Abstract: TH-PO1001
Alport Syndrome: Phenotype-Genotype Correlation in Lithuanian Families
Session Information
- Glomerular Diseases: Minimal Change Disease, FSGS, IgAN
November 07, 2019 | Location: Exhibit Hall, Walter E. Washington Convention Center
Abstract Time: 10:00 AM - 12:00 PM
Category: Glomerular Diseases
- 1203 Glomerular Diseases: Clinical, Outcomes, and Trials
Authors
- Cerkauskaite, Agne, Vilnius University, Institute of Clinical medicine, Vilnius, Lithuania
- Cerkauskiene, Rimante, Children's hospital, Vilnius University Hospital Santaros clinics, Vilnius, Lithuania, Vilnius, Lithuania
- Miglinas, Marius, Vilnius University Hospital Santariskiu Klinikos, Vilnius, Lithuania
Background
Alport syndrome (AS) is a rare inherited collagen IV nephropathy, caused by mutation in COL4 genes leading to progressive kidney injury with extrarenal manifestations including ocular and hearing abnormalities. Exact incidence of AS is not well known due to clinical and genetic heterogeneity of the disease. The diagnosis of AS is confirmed by a pathogenic mutation in the COL4A5 gene, associated with X-linked AS or pathogenic mutations in COL4A3 or COL4A4 genes inherited in autosomal pattern.
Methods
Data analysis of the clinical, histological and genetic records of the patients with suspected AS was made.

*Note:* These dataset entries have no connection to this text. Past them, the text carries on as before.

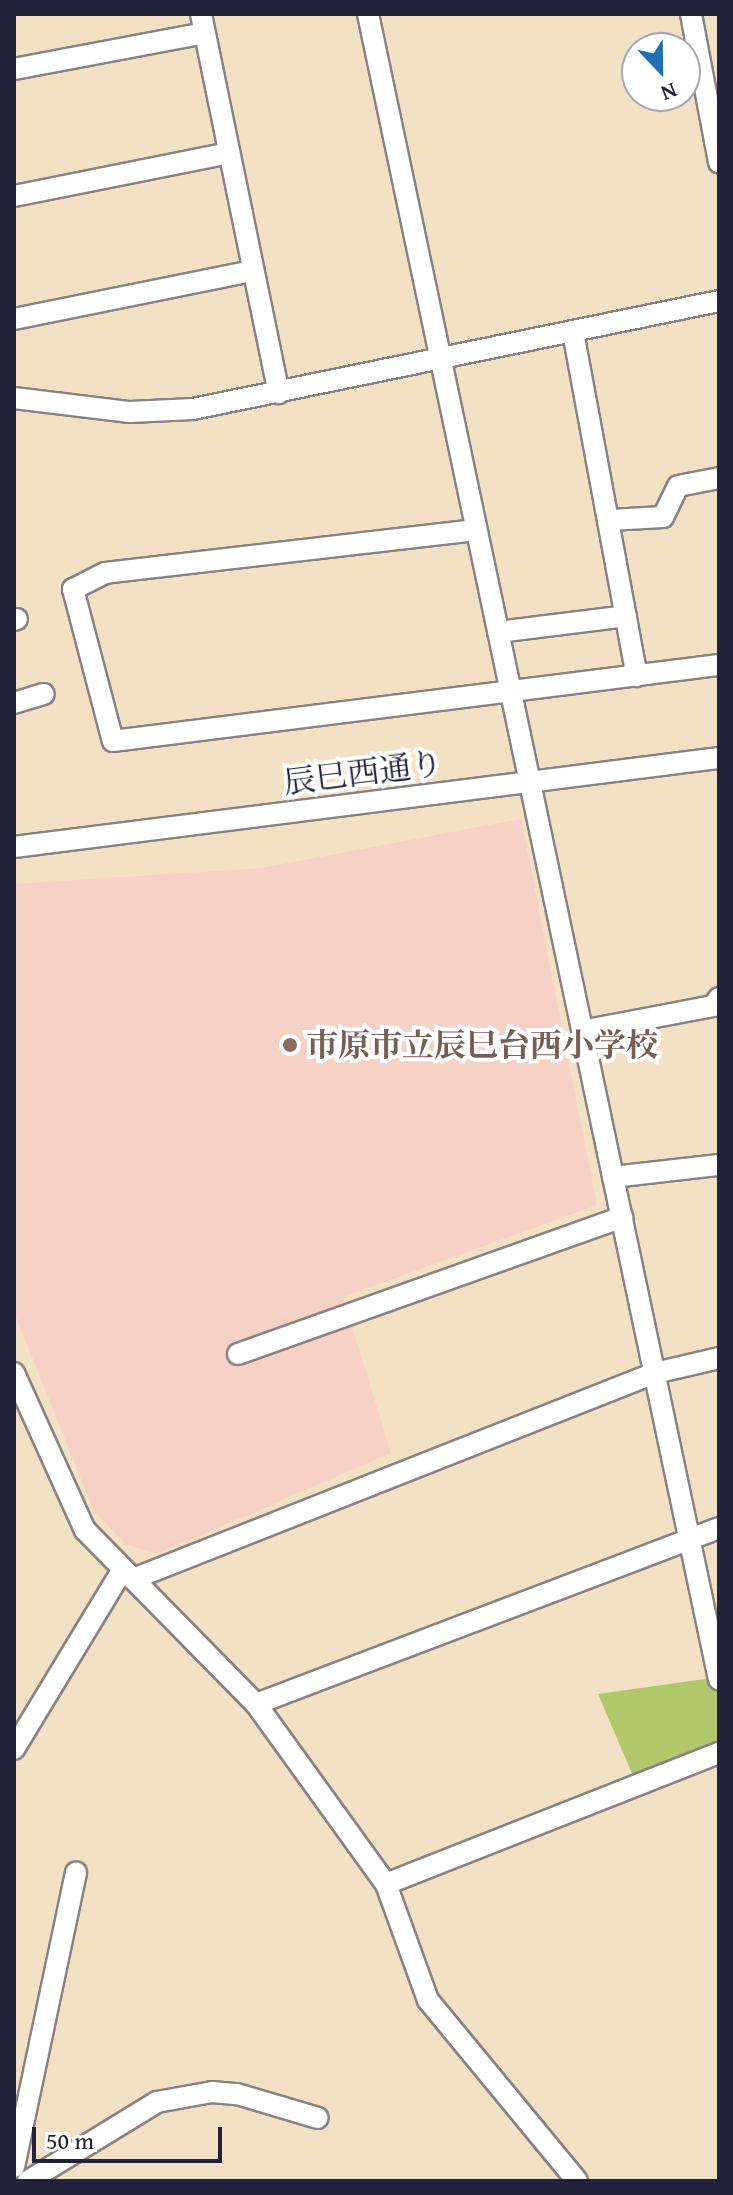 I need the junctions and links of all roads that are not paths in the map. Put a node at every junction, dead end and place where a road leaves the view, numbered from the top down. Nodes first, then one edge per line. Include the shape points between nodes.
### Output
1 (368, 14) edge
2 (691, 14) edge
3 (202, 23) edge
4 (14, 69) edge
5 (718, 151) edge
6 (229, 153) junction
7 (14, 196) edge
8 (253, 271) junction
9 (719, 301) edge
10 (14, 319) edge
11 (573, 332) junction
12 (441, 359) junction
13 (279, 393) junction
14 (14, 398) edge
15 (719, 478) edge
16 (608, 520) junction
17 (476, 530) junction
18 (626, 616) junction
19 (498, 632) junction
20 (719, 665) edge
21 (637, 676) junction
22 (511, 693) junction
23 (44, 694) dead end
24 (14, 703) edge
25 (719, 758) edge
26 (530, 782) junction
27 (14, 847) edge
28 (719, 998) edge
29 (582, 1031) junction
30 (719, 1165) edge
31 (613, 1177) junction
32 (622, 1217) junction
33 (238, 1354) dead end
34 (719, 1358) edge
35 (14, 1373) edge
36 (655, 1373) junction
37 (719, 1528) edge
38 (690, 1539) junction
39 (128, 1574) junction
40 (719, 1679) edge
41 (256, 1704) junction
42 (14, 1749) edge
43 (719, 1753) edge
44 (76, 1872) dead end
45 (386, 1884) junction
46 (318, 2118) dead end
47 (14, 2167) edge
48 (41, 2178) edge
49 (577, 2181) edge

1 - 12 street
2 - 5 street
3 - 4 street
3 - 6 street
6 - 7 street
6 - 8 street
8 - 10 street
8 - 13 street
9 - 11 street
11 - 12 street
11 - 16 street
12 - 13 street
12 - 17 street
13 - 14 street via 193,409 130,412
15 - 16 street via 678,486 663,517
16 - 18 street
17 - 19 street
17 - 22 street via 105,573 73,589 113,741
18 - 19 street
18 - 21 street
19 - 22 street
20 - 21 street
21 - 22 street
22 - 26 street
23 - 24 street
25 - 26 street, 辰巳西通り
26 - 27 street, 辰巳西通り
26 - 29 street
28 - 29 street via 713,1006
29 - 31 street
30 - 31 street
31 - 32 street
32 - 33 street
32 - 36 street
34 - 36 street
35 - 39 street via 85,1530
36 - 38 street
36 - 39 street
37 - 38 street
38 - 40 street
38 - 41 street
39 - 41 street
39 - 42 street
41 - 45 street
43 - 45 street
44 - 47 street
45 - 49 street via 428,2000
46 - 48 street via 237,2094 212,2092 157,2102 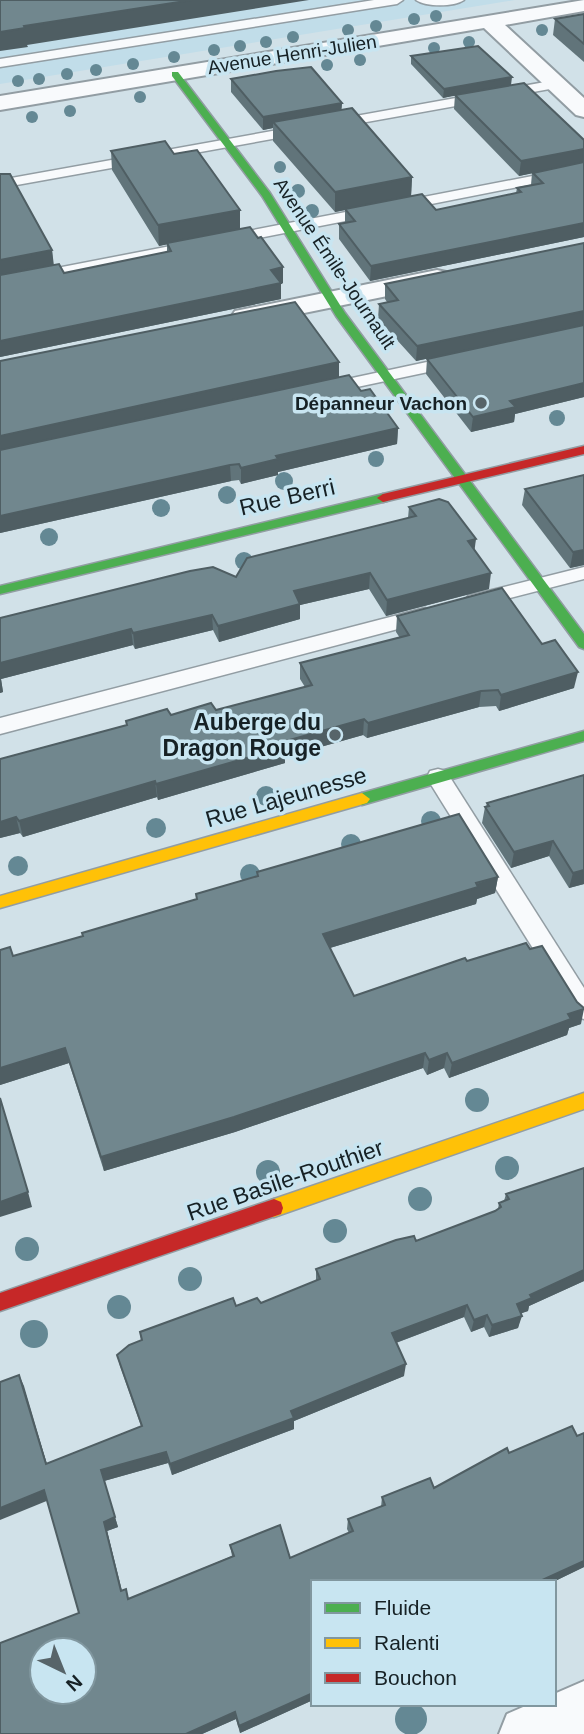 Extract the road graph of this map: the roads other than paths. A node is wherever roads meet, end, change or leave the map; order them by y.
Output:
1 (397, 0) edge
2 (422, 0) edge
3 (458, 0) edge
4 (584, 5) edge
5 (489, 21) junction
6 (0, 63) edge
7 (175, 74) junction
8 (556, 84) junction
9 (0, 103) edge
10 (584, 110) edge
11 (227, 143) junction
12 (584, 170) edge
13 (0, 184) edge
14 (286, 229) junction
15 (464, 272) edge
16 (0, 284) edge
17 (330, 300) junction
18 (224, 322) edge
19 (469, 358) edge
20 (385, 375) junction
21 (311, 391) edge
22 (584, 450) edge
23 (463, 479) junction
24 (584, 573) edge
25 (541, 584) junction
26 (0, 590) edge
27 (584, 644) edge
28 (0, 726) edge
29 (584, 736) edge
30 (438, 777) junction
31 (0, 902) edge
32 (584, 1009) edge
33 (584, 1101) edge
34 (0, 1302) edge
35 (584, 1709) edge
36 (527, 1734) edge

1 - 6 lane
2 - 3 lane
4 - 5 street, Avenue Henri-Julien
5 - 7 street, Avenue Henri-Julien
5 - 8 street
7 - 9 street, Avenue Henri-Julien
7 - 11 street, Avenue Émile-Journault
8 - 10 street
8 - 11 lane
11 - 13 lane
11 - 14 street, Avenue Émile-Journault
12 - 14 lane
14 - 16 lane
14 - 17 street, Avenue Émile-Journault
15 - 17 street
17 - 18 street
17 - 20 street, Avenue Émile-Journault
19 - 20 lane
20 - 21 lane
20 - 23 street, Avenue Émile-Journault
22 - 23 street, Rue Berri
23 - 25 street, Avenue Émile-Journault
23 - 26 street, Rue Berri
24 - 25 lane
25 - 27 street, Avenue Émile-Journault
25 - 28 lane
29 - 30 street, Rue Lajeunesse
30 - 31 street, Rue Lajeunesse
30 - 32 lane
33 - 34 street, Rue Basile-Routhier
35 - 36 street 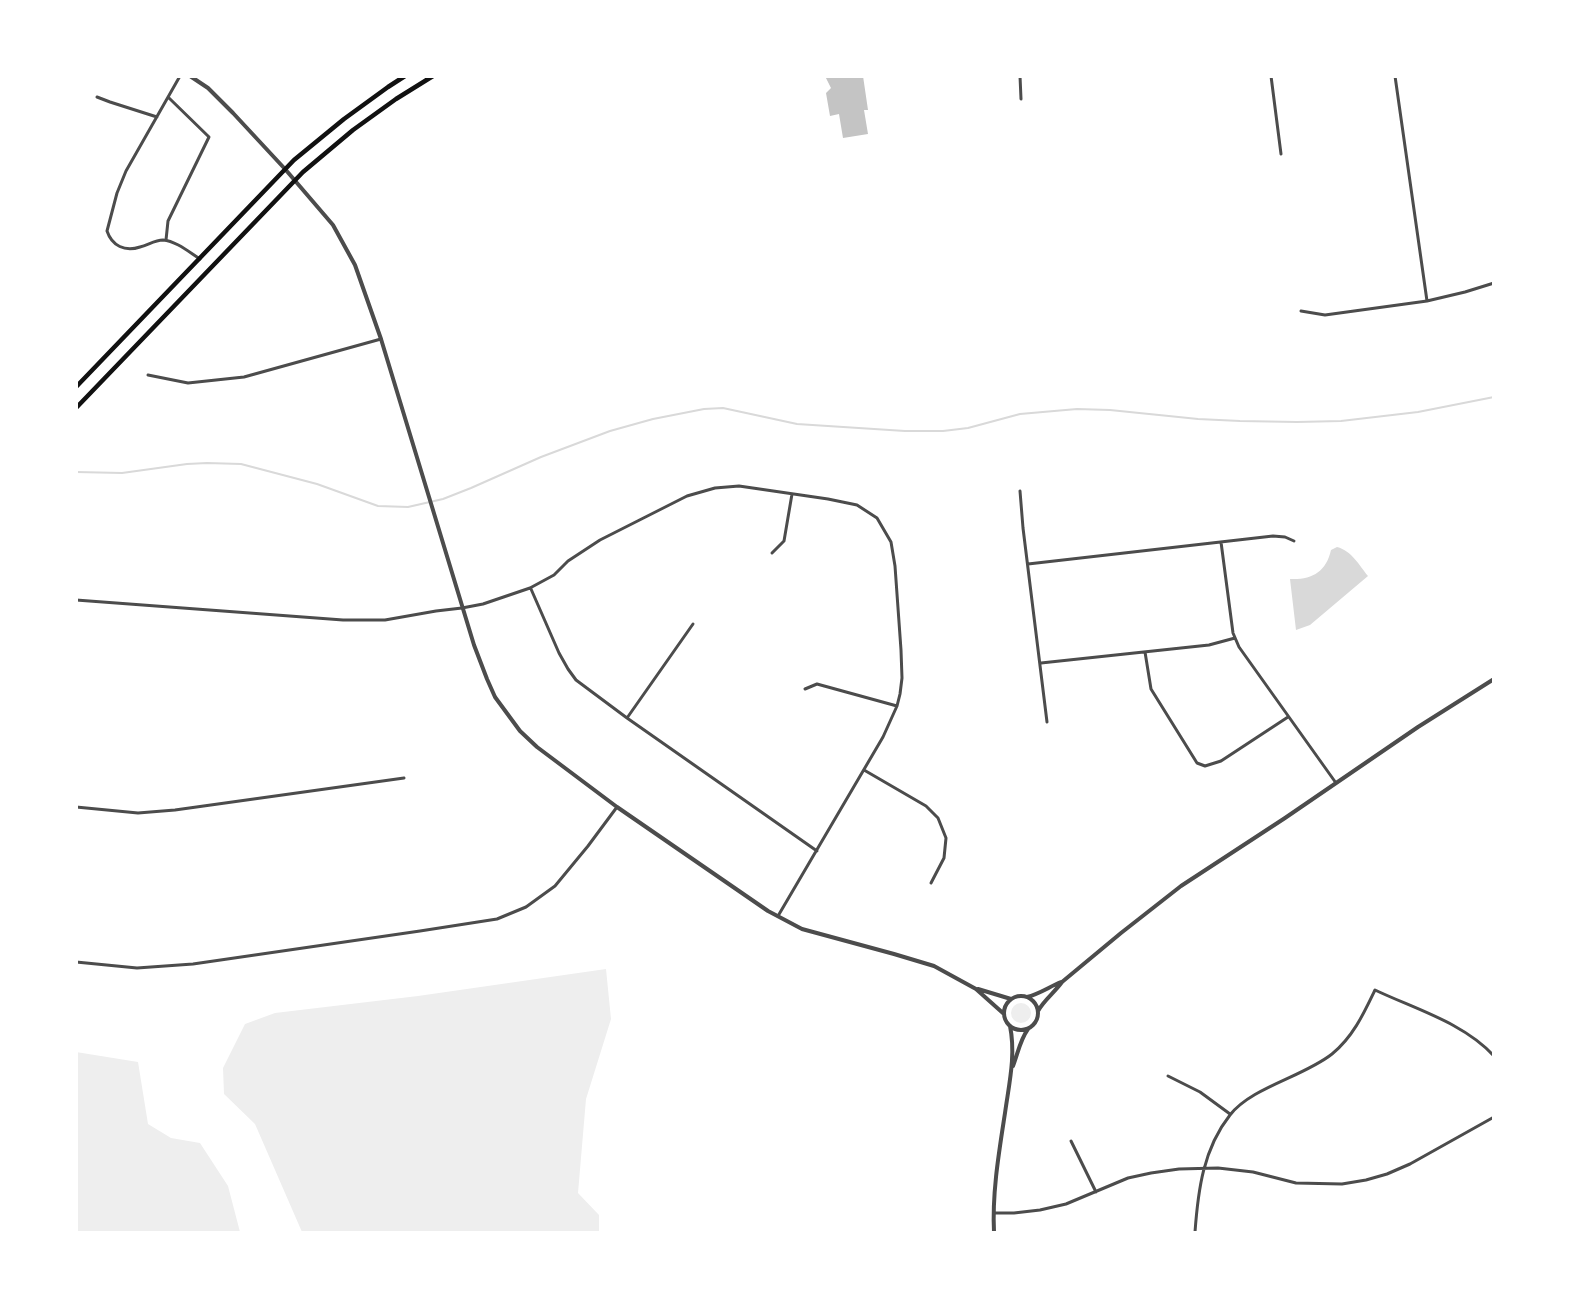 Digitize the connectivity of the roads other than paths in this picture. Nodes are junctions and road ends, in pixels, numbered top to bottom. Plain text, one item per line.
1 (180, 76) edge
2 (190, 76) edge
3 (405, 76) edge
4 (433, 76) edge
5 (1020, 76) edge
6 (1270, 76) edge
7 (1395, 76) edge
8 (97, 97) dead end
9 (169, 98) junction
10 (1021, 99) dead end
11 (157, 117) junction
12 (1281, 153) dead end
13 (285, 169) junction
14 (295, 180) junction
15 (166, 240) junction
16 (200, 259) junction
17 (1494, 283) edge
18 (1427, 301) junction
19 (1301, 310) dead end
20 (381, 339) junction
21 (148, 375) dead end
22 (76, 387) edge
23 (76, 408) edge
24 (1020, 492) dead end
25 (792, 495) junction
26 (1294, 541) dead end
27 (1221, 542) junction
28 (772, 553) dead end
29 (1028, 564) junction
30 (530, 588) junction
31 (76, 600) edge
32 (462, 608) junction
33 (693, 624) dead end
34 (1235, 638) junction
35 (1144, 652) junction
36 (1041, 663) junction
37 (1494, 679) edge
38 (806, 689) dead end
39 (897, 706) junction
40 (1288, 717) junction
41 (627, 718) junction
42 (1047, 722) dead end
43 (864, 770) junction
44 (404, 778) dead end
45 (1336, 783) junction
46 (76, 807) edge
47 (616, 807) junction
48 (816, 851) junction
49 (931, 883) dead end
50 (778, 916) junction
51 (76, 963) edge
52 (1062, 982) junction
53 (976, 989) junction
54 (1026, 997) junction
55 (1011, 999) junction
56 (1038, 1011) junction
57 (1004, 1014) junction
58 (1010, 1026) junction
59 (1028, 1029) junction
60 (1494, 1056) edge
61 (1012, 1066) junction
62 (1168, 1076) dead end
63 (1230, 1114) junction
64 (1494, 1117) edge
65 (1071, 1142) dead end
66 (1203, 1168) junction
67 (1096, 1192) junction
68 (994, 1213) junction
69 (994, 1233) edge
70 (1195, 1233) edge

1 - 9 street
2 - 13 street
3 - 13 main road
4 - 14 main road
5 - 10 street
6 - 12 street
7 - 18 street
8 - 11 street
9 - 11 street
9 - 15 street
11 - 15 street
13 - 14 street
13 - 16 main road
14 - 20 street
14 - 23 main road
15 - 16 street
16 - 22 main road
17 - 18 street
18 - 19 street
20 - 21 street
20 - 32 street
24 - 29 street
25 - 28 street
25 - 30 street
25 - 39 street
26 - 27 street
27 - 29 street
27 - 34 street
29 - 36 street
30 - 32 street
30 - 41 street
31 - 32 street
32 - 47 street
33 - 41 street
34 - 35 street
34 - 40 street
35 - 36 street
35 - 40 street
36 - 42 street
37 - 45 street
38 - 39 street
39 - 43 street
40 - 45 street
41 - 48 street
43 - 48 street
43 - 49 street
44 - 46 street
45 - 52 street
47 - 50 street
47 - 51 street
48 - 50 street
50 - 53 street
52 - 54 street
52 - 56 street
53 - 55 street
53 - 57 street
54 - 55 street
54 - 56 street
55 - 57 street
56 - 59 street
57 - 58 street
58 - 59 street
58 - 61 street
59 - 61 street
60 - 63 street
61 - 68 street
62 - 63 street
63 - 66 street
64 - 66 street
65 - 67 street
66 - 67 street
66 - 70 street
67 - 68 street
68 - 69 street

Inclusion criteria were associated with a high grade suspicion for AS such as positive family history, hematuria as an early sign of the disease, progressive chronic kidney disease (CKD), sensorineural hearing loss and several ocular abnormalities.
Results
87 patients with suspected Alport syndrome (23 children and 64 adults), 51 females and 36 males were included. 33 patients were suggested to have Alport syndrome due to specific renal biopsy findings. Other patients had positive family history. Diagnosis of AS was genetically confirmed in 74 % patients, with COL4A3, COL4A4 and COL4A5 genes 82 %, 8%, 10% respectively. In total 20 different familial mutations were found. All patients had hematuria. Progressing chronic kidney disease was seen in 39 % of the patients with an average age at diagnosis 15,4 years (14 – 40 y), whereas 36 % patients with CKD had end-stage renal disease and underwent on dialysis. CKD was significantly more frequent and more numerous in COL4A5 comparing with COL4A3 and COL4A4 genes mutations. Disease progression correlated with the age (p<0.05). Hearing abnormalities were presented in 22,4 % of all AS cases. Ocular abnormalities and vision alterations were seen in 18,4 % patients and were strongly associated with COL4A5 gene mutations.
Conclusion
COL4A5 mutations cause more severe phenotypic manifestation in male patients, specially related with a more severe renal phenotype while mutations in COL4A3 or COL4A4 are related with autosomal AS with milder clinical alterations. Further epidemiological studies are needed for better understanding of AS manifestations.